Credit Addictions
Spending money we don’t have. It’s a national habit.
In fact, I’m willing to bet all the money I don’t have that just about everyone reading this column is guilty to some degree. I’ll even go deeper in the hole and suggest that credit addictions are more pervasive and more problematic than substance abuse.
Not to belittle the perils of substance addictions or oversimplify the impacts of geopolitical events, but I’m convinced that excessive indebtedness is the root of our current economic evils.
Who should take ownership of this problem? Obviously the buck stops with each individual consumer; but as an industry, retailers also have to acknowledge their roles in enabling the crippling credit habit.
That’s why I tremble in trepidation when I hear executives like Anabel Perez, president and CEO of Miami-based NovoPayment, talk about the ways that using prepaid, reloadable cards will enable unbanked consumers in Latin America to establish financial histories and ultimately qualify for credit. (See story on page 127.)
The fundamental problem with credit accounts is that they empower people to live far beyond their means. The U.S. economy is painfully aware of the consequences of that philosophy—so now we’re going to encourage similarly ill-gotten lifestyles in emerging markets?
However, credit in and of itself is not the problem—the problem is the “addiction,” or extended use of credit to a degree that debt far outweighs earnings. It is incumbent on any business extending credit, whether it is a bank or a retailer, to become more selective in its lending practices.
Actually, I would agree that the benefits of prepaid, reloadable cards far outweigh any chance that they might lead to credit abuse and I applaud Perez for her role in promoting the adoption of electronic payments throughout Latin America.

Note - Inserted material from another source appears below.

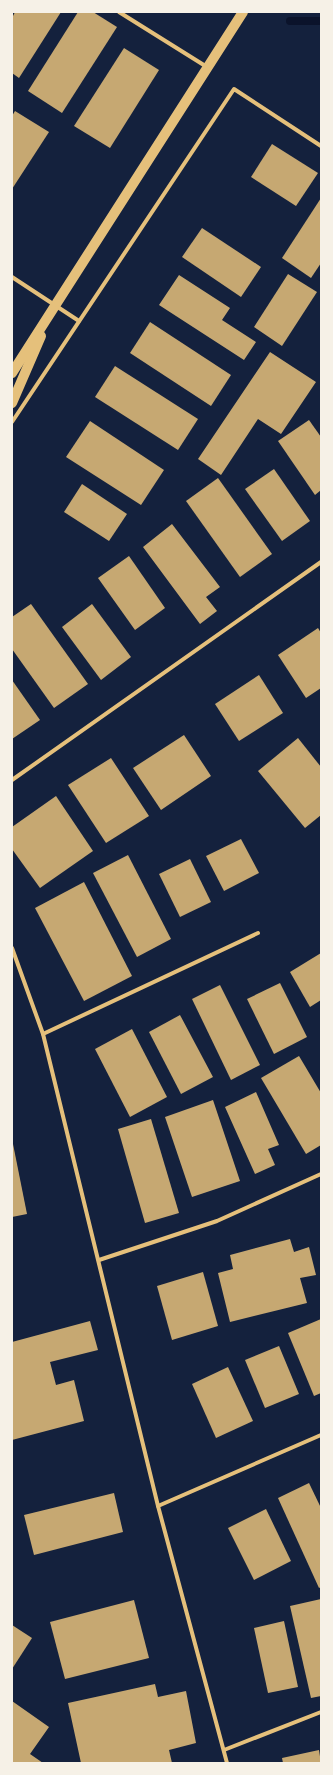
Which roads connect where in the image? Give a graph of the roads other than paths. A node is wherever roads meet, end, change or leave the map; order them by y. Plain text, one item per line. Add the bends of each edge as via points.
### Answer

On the home front, both domestically speaking and literally in my own personal home, prepaid, reloadable cards present an exceptional opportunity for conditioning all of us, especially “emerging” consumers like teens and young adults, to spend wisely in an increasingly cash-less society. (See the Facecard story on page 130 for an example of this growing trend.)
The beauty of prepaid, reloadable cards is that they empower consumers to enjoy all the conveniences of electronic transactions while preventing them from spending more than has been deposited to the debit account. The costs of purchasing and reloading cards are also reasonable.
Although service fees are associated with prepaid, reloadable cards, these costs pale beside the interchange rates charged by the major credit-card companies. Additionally, these service costs are blatantly obvious to the consumers who are paying them vs. the hidden interchange fees that consumers are oblivious to.
Encouraging consumers to spend what they don’t have is just one problematic characteristic of credit cards—and admittedly, it’s a rather esoteric, philosophical debate.
The bigger problem that merits immediate decisions are those interchange fees being imposed on every credit-card company transaction, including signature-debit transactions.
Last month, the Food Marketing Institute and the National Retail Federation endorsed the Credit Card Fair Fee Act, legislation that would allow retailers to negotiate with credit-card companies to reduce interchange fees.